Only the pictures are to be left out; set down the rest of the records exactly.

(Stored data entries)
━━━━━━━━

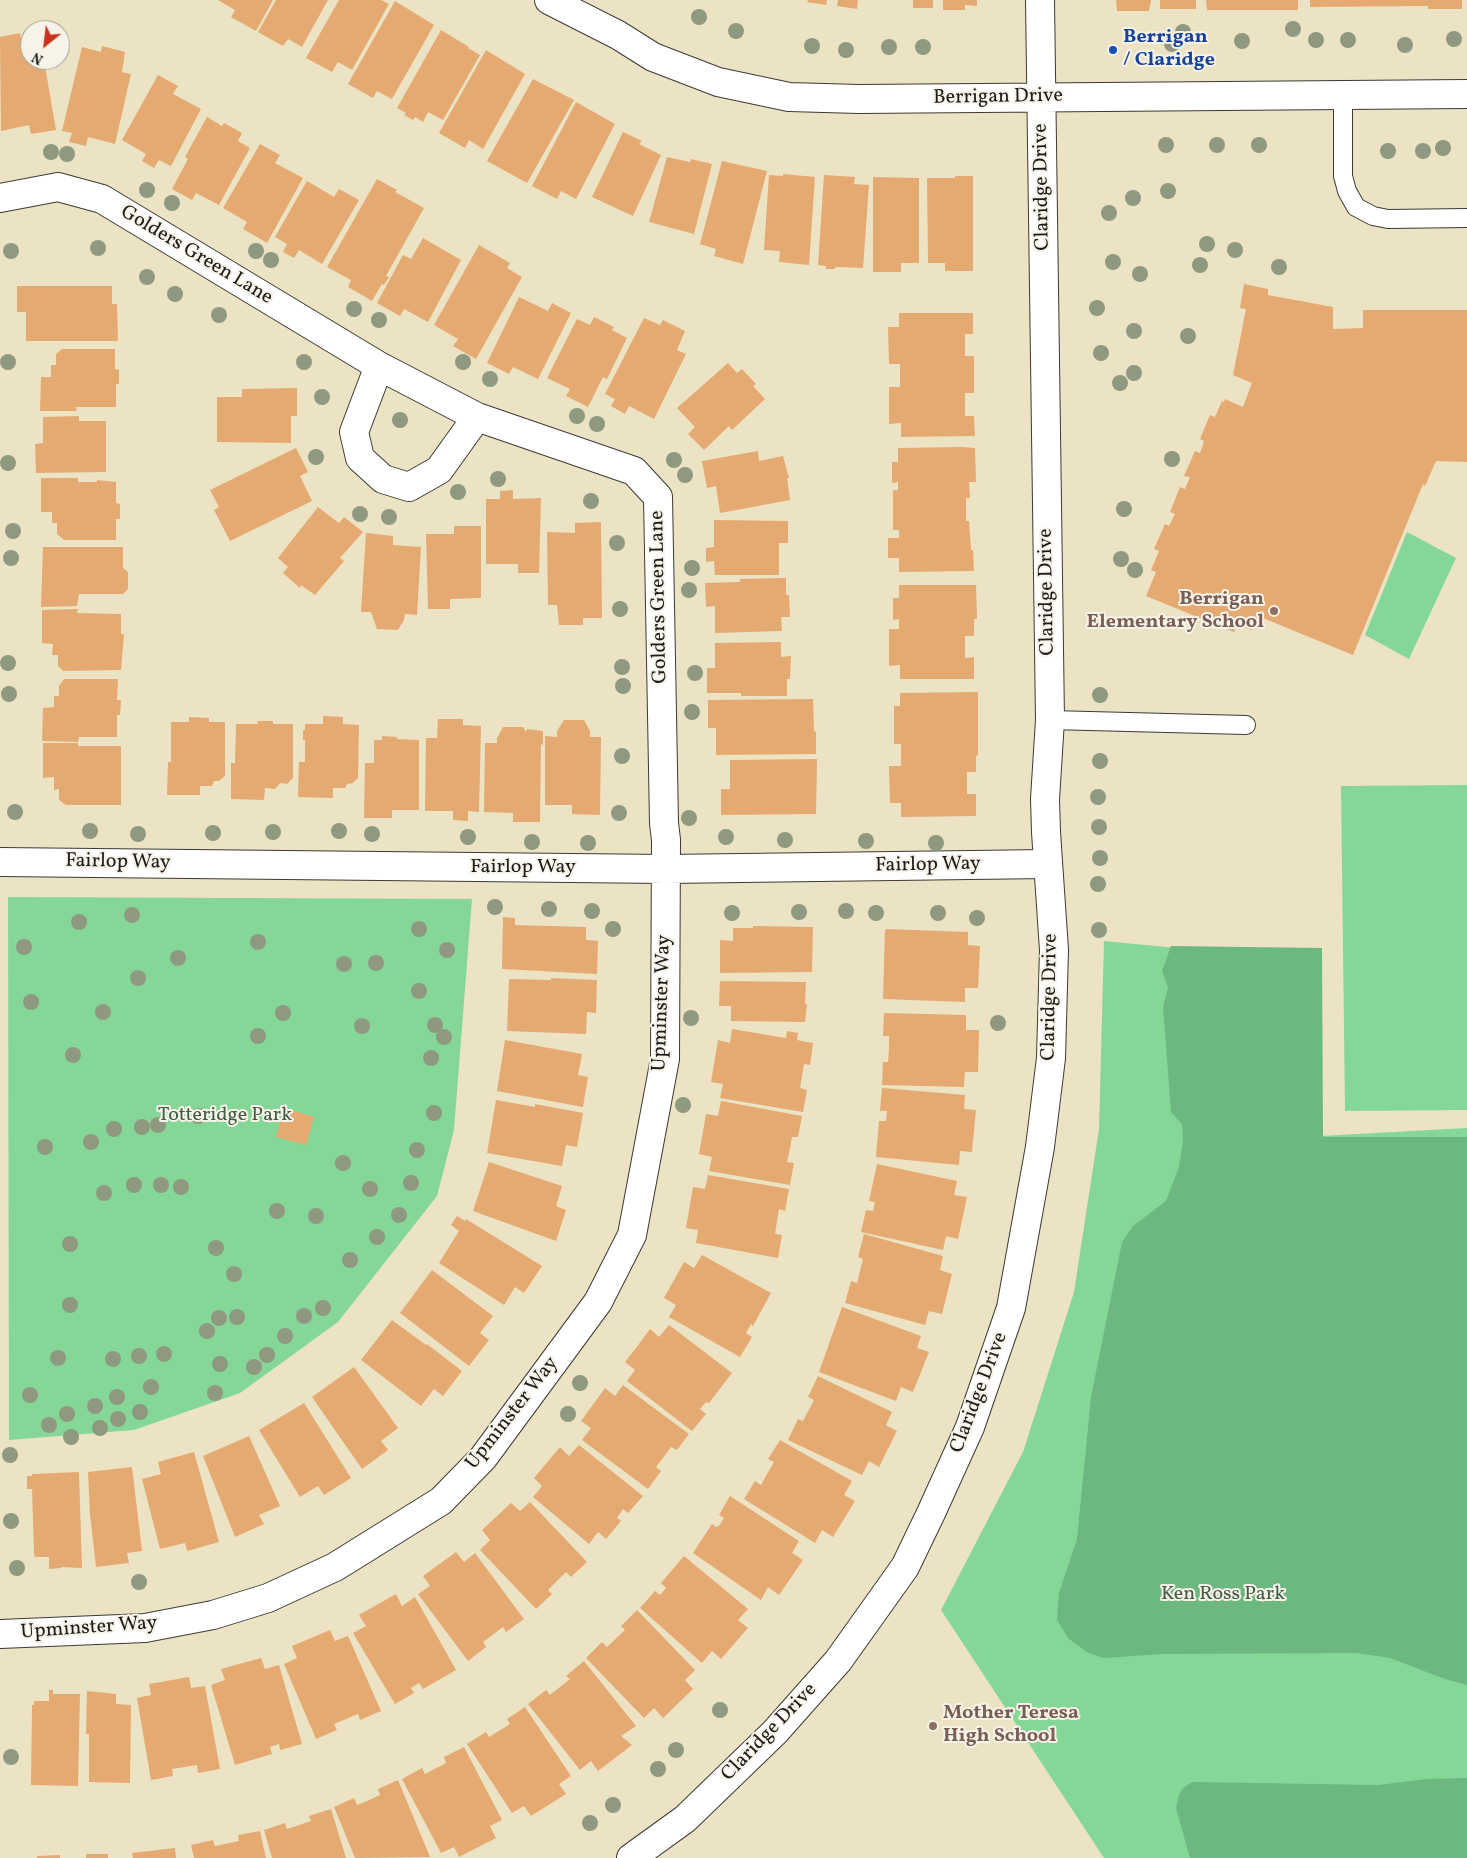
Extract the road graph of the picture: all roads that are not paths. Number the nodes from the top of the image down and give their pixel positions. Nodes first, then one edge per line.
1 (549, 0) edge
2 (1040, 0) edge
3 (1467, 94) edge
4 (1343, 95) junction
5 (1042, 98) junction
6 (0, 198) edge
7 (1467, 218) edge
8 (379, 366) junction
9 (477, 417) junction
10 (1050, 720) junction
11 (1246, 725) dead end
12 (0, 862) edge
13 (1047, 864) junction
14 (666, 869) junction
15 (0, 1634) edge
16 (631, 1858) edge

1 - 5 street, Berrigan Drive
2 - 5 street, Claridge Drive
3 - 4 street, Berrigan Drive
4 - 5 street, Berrigan Drive
4 - 7 lane
5 - 10 street, Claridge Drive
6 - 8 street, Golders Green Lane
8 - 9 street, Golders Green Lane
8 - 9 street
9 - 14 street, Golders Green Lane
10 - 11 lane
10 - 13 street, Claridge Drive
12 - 14 street, Fairlop Way
13 - 14 street, Fairlop Way
13 - 16 street, Claridge Drive
14 - 15 street, Upminster Way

━━━━━━━━

# [Solution]
Extract the road graph of the picture: all roads that are not paths. Number the nodes from the top of the image down and give their pixel positions. Nodes first, then one edge per line.
1 (549, 0) edge
2 (1040, 0) edge
3 (1467, 94) edge
4 (1343, 95) junction
5 (1042, 98) junction
6 (0, 198) edge
7 (1467, 218) edge
8 (379, 366) junction
9 (477, 417) junction
10 (1050, 720) junction
11 (1246, 725) dead end
12 (0, 862) edge
13 (1047, 864) junction
14 (666, 869) junction
15 (0, 1634) edge
16 (631, 1858) edge

1 - 5 street, Berrigan Drive
2 - 5 street, Claridge Drive
3 - 4 street, Berrigan Drive
4 - 5 street, Berrigan Drive
4 - 7 lane
5 - 10 street, Claridge Drive
6 - 8 street, Golders Green Lane
8 - 9 street, Golders Green Lane
8 - 9 street
9 - 14 street, Golders Green Lane
10 - 11 lane
10 - 13 street, Claridge Drive
12 - 14 street, Fairlop Way
13 - 14 street, Fairlop Way
13 - 16 street, Claridge Drive
14 - 15 street, Upminster Way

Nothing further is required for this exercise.